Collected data
*** Block opens ***
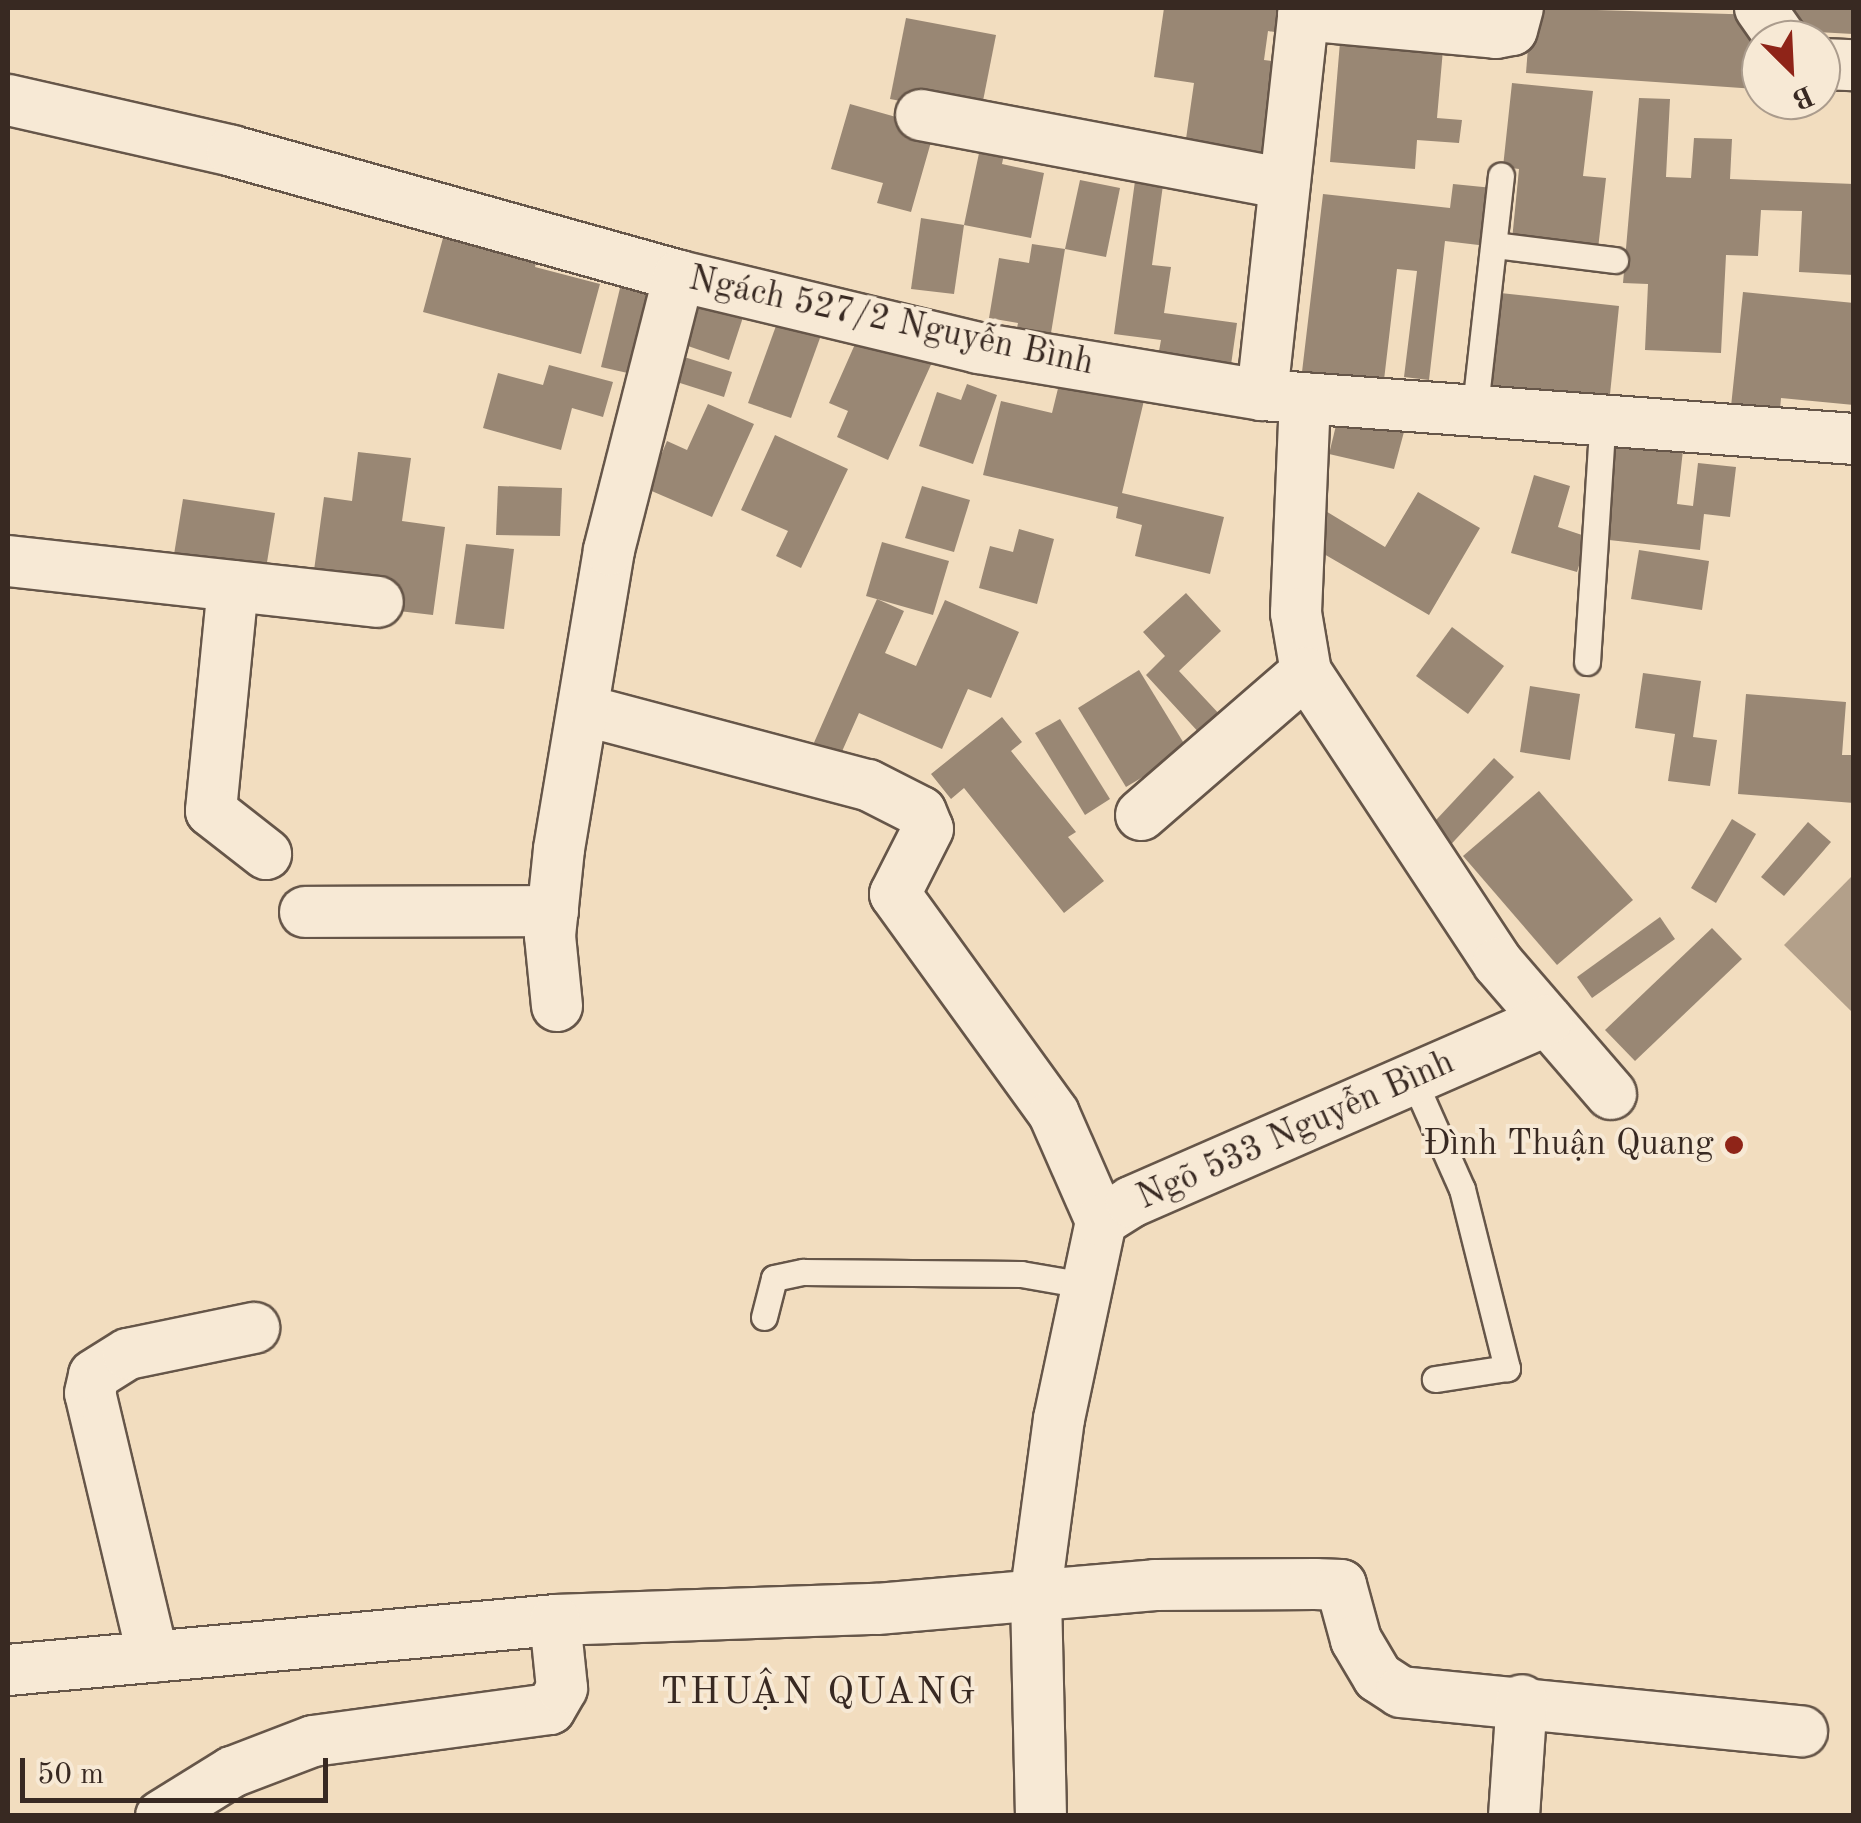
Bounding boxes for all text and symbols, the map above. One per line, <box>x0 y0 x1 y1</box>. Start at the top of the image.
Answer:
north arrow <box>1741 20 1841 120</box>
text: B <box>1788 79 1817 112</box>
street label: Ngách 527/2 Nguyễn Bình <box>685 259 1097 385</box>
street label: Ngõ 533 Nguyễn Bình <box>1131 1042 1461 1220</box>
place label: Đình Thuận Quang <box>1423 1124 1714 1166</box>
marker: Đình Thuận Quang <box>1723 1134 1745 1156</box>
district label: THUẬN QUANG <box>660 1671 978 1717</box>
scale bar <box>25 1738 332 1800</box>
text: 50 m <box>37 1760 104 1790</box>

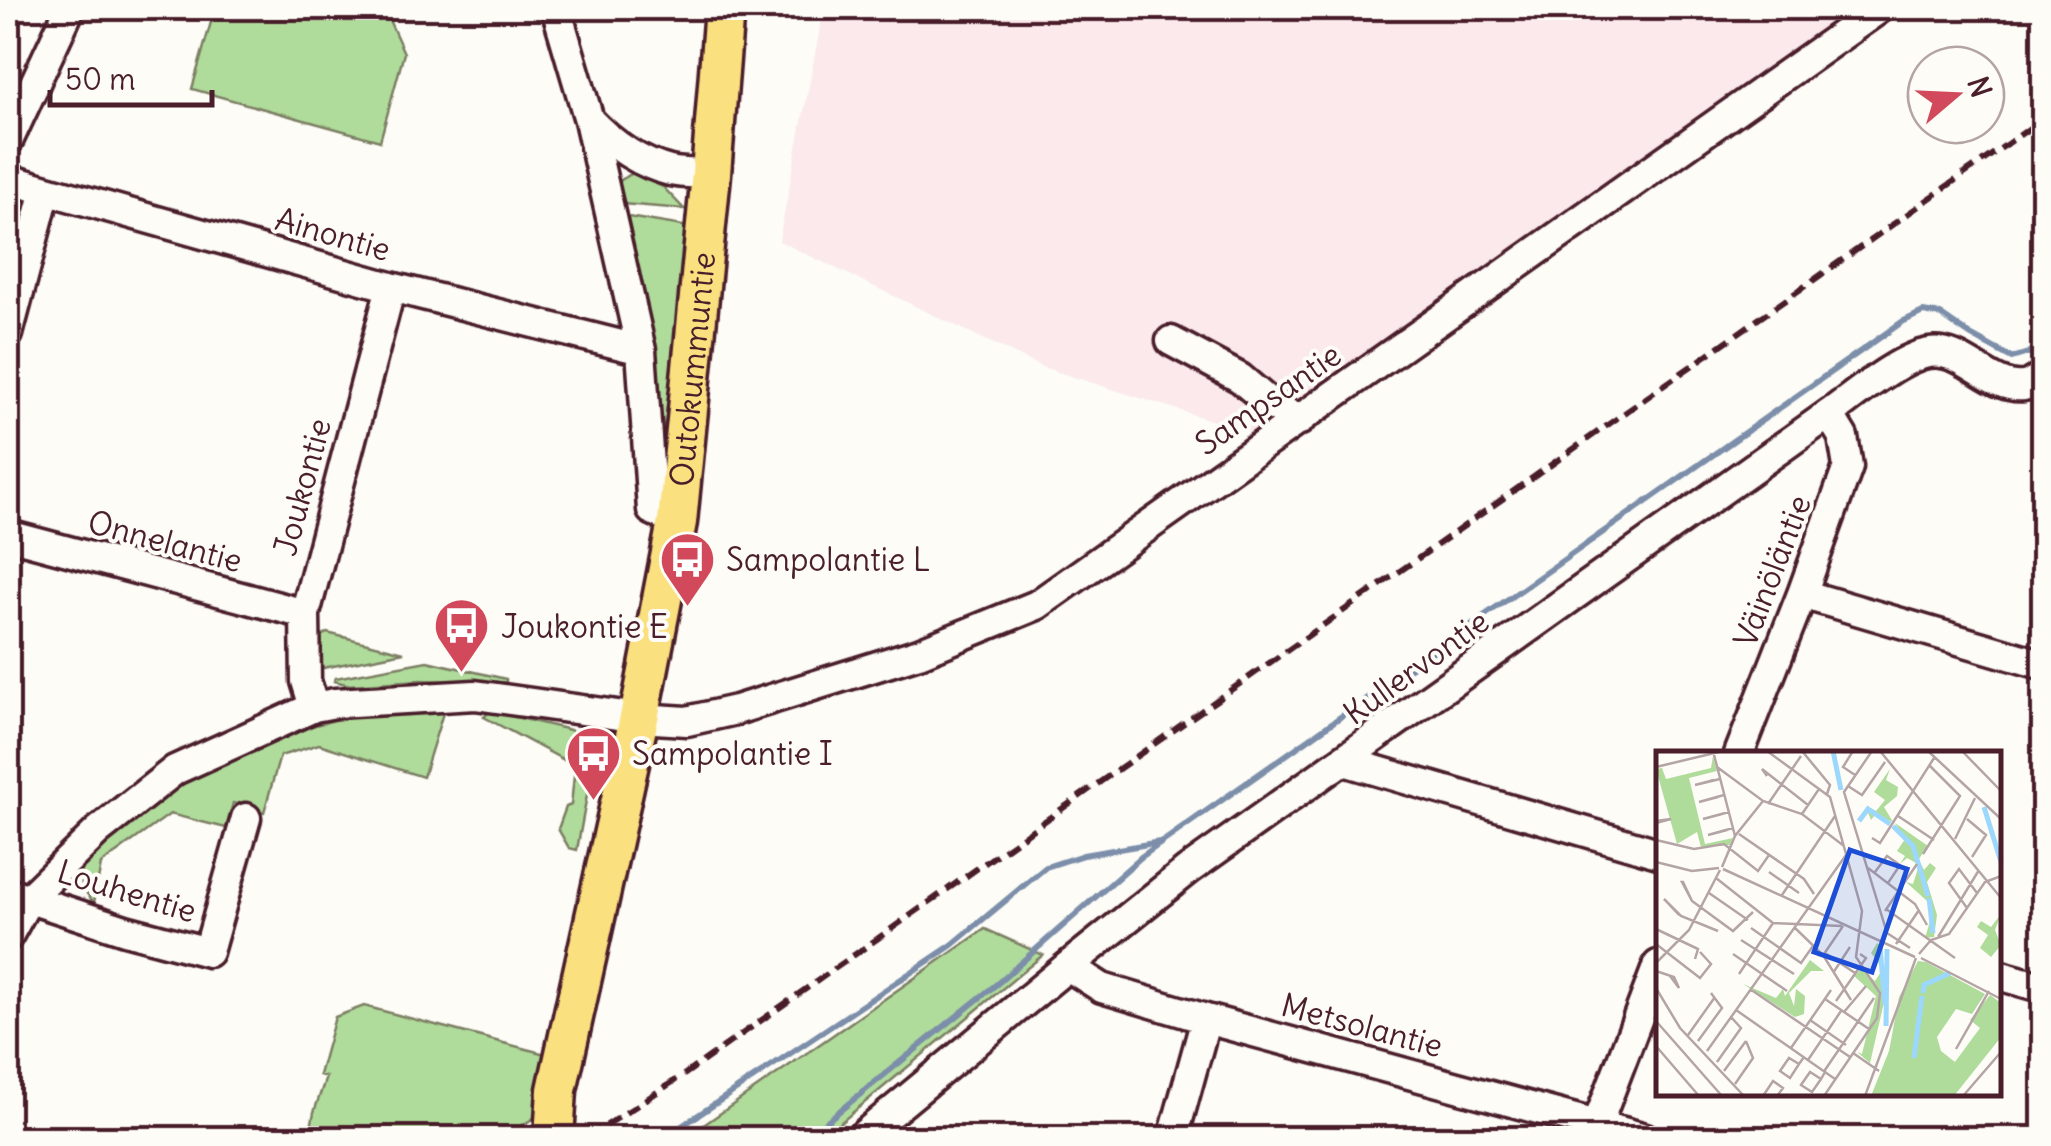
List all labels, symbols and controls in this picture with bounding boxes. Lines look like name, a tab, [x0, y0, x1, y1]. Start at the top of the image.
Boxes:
*** Block closes ***
[Problem to solve]
The copy should hold every entry above word for word and none of the pictures.

[Exercise answer]
Bounding boxes for all text and symbols, the map above. One per line, <box>x0 y0 x1 y1</box>. Start at the top of the image.
Answer:
north arrow <box>1741 20 1841 120</box>
text: B <box>1788 79 1817 112</box>
street label: Ngách 527/2 Nguyễn Bình <box>685 259 1097 385</box>
street label: Ngõ 533 Nguyễn Bình <box>1131 1042 1461 1220</box>
place label: Đình Thuận Quang <box>1423 1124 1714 1166</box>
marker: Đình Thuận Quang <box>1723 1134 1745 1156</box>
district label: THUẬN QUANG <box>660 1671 978 1717</box>
scale bar <box>25 1738 332 1800</box>
text: 50 m <box>37 1760 104 1790</box>

List all labels, symbols and controls in this picture with bounding boxes. Lines look like name, a tab, [x0, y0, x1, y1]. Start at the top of the image.
Boxes:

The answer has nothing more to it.